- _Work instructions_
Your answer must be an exact copy of all the entries.

*** Available data Section Begins ***

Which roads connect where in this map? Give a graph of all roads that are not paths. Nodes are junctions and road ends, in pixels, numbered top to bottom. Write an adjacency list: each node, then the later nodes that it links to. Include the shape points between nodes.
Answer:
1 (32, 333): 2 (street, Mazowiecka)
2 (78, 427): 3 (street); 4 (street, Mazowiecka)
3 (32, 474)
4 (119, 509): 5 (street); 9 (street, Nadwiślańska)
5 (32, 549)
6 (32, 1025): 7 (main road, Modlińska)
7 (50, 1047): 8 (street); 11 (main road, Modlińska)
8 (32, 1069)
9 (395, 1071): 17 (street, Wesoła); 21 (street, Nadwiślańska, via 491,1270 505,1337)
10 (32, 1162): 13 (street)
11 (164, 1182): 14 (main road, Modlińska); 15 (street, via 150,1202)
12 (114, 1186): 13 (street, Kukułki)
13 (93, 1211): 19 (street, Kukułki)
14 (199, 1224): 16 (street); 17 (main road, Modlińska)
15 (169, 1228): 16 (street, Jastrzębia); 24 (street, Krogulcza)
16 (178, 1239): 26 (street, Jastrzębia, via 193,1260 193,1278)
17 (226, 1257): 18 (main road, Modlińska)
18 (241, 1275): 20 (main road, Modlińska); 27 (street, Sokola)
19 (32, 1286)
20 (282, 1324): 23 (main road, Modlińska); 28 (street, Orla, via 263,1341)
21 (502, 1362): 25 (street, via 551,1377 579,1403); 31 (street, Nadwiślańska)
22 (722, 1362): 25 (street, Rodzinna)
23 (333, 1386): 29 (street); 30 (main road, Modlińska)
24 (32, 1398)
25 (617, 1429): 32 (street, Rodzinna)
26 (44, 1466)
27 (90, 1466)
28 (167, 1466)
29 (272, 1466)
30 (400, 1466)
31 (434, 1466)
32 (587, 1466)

*** Available data Section Ends ***

- _Solution_
Which roads connect where in this map? Give a graph of all roads that are not paths. Nodes are junctions and road ends, in pixels, numbered top to bottom. Write an adjacency list: each node, then the later nodes that it links to. Include the shape points between nodes.
Answer:
1 (32, 333): 2 (street, Mazowiecka)
2 (78, 427): 3 (street); 4 (street, Mazowiecka)
3 (32, 474)
4 (119, 509): 5 (street); 9 (street, Nadwiślańska)
5 (32, 549)
6 (32, 1025): 7 (main road, Modlińska)
7 (50, 1047): 8 (street); 11 (main road, Modlińska)
8 (32, 1069)
9 (395, 1071): 17 (street, Wesoła); 21 (street, Nadwiślańska, via 491,1270 505,1337)
10 (32, 1162): 13 (street)
11 (164, 1182): 14 (main road, Modlińska); 15 (street, via 150,1202)
12 (114, 1186): 13 (street, Kukułki)
13 (93, 1211): 19 (street, Kukułki)
14 (199, 1224): 16 (street); 17 (main road, Modlińska)
15 (169, 1228): 16 (street, Jastrzębia); 24 (street, Krogulcza)
16 (178, 1239): 26 (street, Jastrzębia, via 193,1260 193,1278)
17 (226, 1257): 18 (main road, Modlińska)
18 (241, 1275): 20 (main road, Modlińska); 27 (street, Sokola)
19 (32, 1286)
20 (282, 1324): 23 (main road, Modlińska); 28 (street, Orla, via 263,1341)
21 (502, 1362): 25 (street, via 551,1377 579,1403); 31 (street, Nadwiślańska)
22 (722, 1362): 25 (street, Rodzinna)
23 (333, 1386): 29 (street); 30 (main road, Modlińska)
24 (32, 1398)
25 (617, 1429): 32 (street, Rodzinna)
26 (44, 1466)
27 (90, 1466)
28 (167, 1466)
29 (272, 1466)
30 (400, 1466)
31 (434, 1466)
32 (587, 1466)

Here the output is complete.